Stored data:
○ ○ ○ ○ ○ ○ ○
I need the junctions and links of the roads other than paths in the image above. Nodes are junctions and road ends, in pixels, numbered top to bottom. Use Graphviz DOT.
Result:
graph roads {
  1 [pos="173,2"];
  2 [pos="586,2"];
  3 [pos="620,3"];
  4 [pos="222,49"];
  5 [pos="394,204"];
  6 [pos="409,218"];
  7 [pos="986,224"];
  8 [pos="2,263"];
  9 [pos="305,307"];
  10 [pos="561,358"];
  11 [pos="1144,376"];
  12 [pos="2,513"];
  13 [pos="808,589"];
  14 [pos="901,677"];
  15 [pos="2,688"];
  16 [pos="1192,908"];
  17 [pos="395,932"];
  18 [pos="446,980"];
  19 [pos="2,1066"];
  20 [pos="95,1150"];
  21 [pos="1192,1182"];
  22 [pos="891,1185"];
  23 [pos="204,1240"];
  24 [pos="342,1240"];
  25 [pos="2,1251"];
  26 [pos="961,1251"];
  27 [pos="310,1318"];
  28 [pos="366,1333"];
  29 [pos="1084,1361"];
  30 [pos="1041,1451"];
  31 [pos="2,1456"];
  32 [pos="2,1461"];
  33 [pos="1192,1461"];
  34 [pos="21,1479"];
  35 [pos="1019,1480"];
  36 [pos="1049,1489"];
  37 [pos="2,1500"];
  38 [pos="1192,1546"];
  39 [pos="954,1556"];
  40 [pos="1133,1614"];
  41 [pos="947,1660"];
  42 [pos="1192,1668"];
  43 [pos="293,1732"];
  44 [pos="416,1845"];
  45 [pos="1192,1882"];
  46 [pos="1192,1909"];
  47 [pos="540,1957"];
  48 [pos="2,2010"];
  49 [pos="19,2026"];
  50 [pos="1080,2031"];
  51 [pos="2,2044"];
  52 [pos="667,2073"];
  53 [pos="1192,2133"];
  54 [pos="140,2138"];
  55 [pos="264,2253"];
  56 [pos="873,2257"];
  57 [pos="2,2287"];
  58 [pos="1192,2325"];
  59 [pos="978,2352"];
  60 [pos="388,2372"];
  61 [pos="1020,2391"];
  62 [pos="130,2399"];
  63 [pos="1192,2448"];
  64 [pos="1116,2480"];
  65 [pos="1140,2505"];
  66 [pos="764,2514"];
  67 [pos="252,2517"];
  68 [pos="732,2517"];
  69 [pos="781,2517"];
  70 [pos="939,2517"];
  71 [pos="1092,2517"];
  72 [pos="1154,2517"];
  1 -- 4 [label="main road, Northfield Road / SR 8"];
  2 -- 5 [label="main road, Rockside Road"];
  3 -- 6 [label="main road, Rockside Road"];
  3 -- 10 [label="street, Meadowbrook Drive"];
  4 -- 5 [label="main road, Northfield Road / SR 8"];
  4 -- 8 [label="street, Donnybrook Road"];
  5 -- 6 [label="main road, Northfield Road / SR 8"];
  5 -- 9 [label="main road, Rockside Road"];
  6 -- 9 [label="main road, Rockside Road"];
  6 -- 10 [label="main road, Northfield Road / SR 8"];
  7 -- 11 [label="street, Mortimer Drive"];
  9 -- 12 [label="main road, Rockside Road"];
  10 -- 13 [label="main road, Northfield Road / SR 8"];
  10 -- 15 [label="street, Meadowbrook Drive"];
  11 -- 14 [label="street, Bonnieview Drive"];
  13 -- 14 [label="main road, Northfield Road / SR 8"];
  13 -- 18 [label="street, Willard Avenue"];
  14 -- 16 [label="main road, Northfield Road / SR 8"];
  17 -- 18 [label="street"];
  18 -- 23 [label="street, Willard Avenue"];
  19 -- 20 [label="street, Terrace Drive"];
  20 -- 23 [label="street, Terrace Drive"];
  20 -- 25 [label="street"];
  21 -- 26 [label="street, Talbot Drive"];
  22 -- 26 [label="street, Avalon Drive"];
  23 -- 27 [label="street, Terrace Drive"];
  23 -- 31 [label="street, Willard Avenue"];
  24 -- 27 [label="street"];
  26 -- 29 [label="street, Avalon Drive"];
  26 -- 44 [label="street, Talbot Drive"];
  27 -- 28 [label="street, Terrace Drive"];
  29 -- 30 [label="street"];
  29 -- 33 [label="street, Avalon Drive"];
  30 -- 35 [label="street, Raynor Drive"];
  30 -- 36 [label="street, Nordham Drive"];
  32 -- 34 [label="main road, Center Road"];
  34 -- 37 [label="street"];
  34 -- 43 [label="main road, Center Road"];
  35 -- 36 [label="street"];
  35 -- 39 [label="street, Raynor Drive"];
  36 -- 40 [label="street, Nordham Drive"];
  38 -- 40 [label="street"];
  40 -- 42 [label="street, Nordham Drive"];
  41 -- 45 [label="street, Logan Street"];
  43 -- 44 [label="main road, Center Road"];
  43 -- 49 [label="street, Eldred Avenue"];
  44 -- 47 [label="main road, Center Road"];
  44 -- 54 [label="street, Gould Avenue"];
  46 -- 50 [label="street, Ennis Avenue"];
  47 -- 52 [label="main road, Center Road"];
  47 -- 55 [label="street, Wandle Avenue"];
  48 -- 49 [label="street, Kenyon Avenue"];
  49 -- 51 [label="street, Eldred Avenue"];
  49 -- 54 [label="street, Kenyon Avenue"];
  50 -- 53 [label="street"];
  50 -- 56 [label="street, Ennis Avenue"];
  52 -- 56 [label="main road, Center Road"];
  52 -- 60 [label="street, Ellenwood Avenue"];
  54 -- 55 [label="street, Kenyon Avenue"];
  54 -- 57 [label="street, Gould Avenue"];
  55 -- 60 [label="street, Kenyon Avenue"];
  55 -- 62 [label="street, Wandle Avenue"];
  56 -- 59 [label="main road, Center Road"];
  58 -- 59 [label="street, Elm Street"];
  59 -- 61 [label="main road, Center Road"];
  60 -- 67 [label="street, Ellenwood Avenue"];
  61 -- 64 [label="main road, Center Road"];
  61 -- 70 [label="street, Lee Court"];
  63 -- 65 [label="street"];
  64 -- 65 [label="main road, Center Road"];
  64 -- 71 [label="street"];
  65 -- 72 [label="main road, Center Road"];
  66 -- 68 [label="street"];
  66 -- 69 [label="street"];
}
○ ○ ○ ○ ○ ○ ○
# YOUR GOAL
Please determine how many lines of the records above include the word "Willard", replying with a number alone.

# REPLY TO THE TASK
3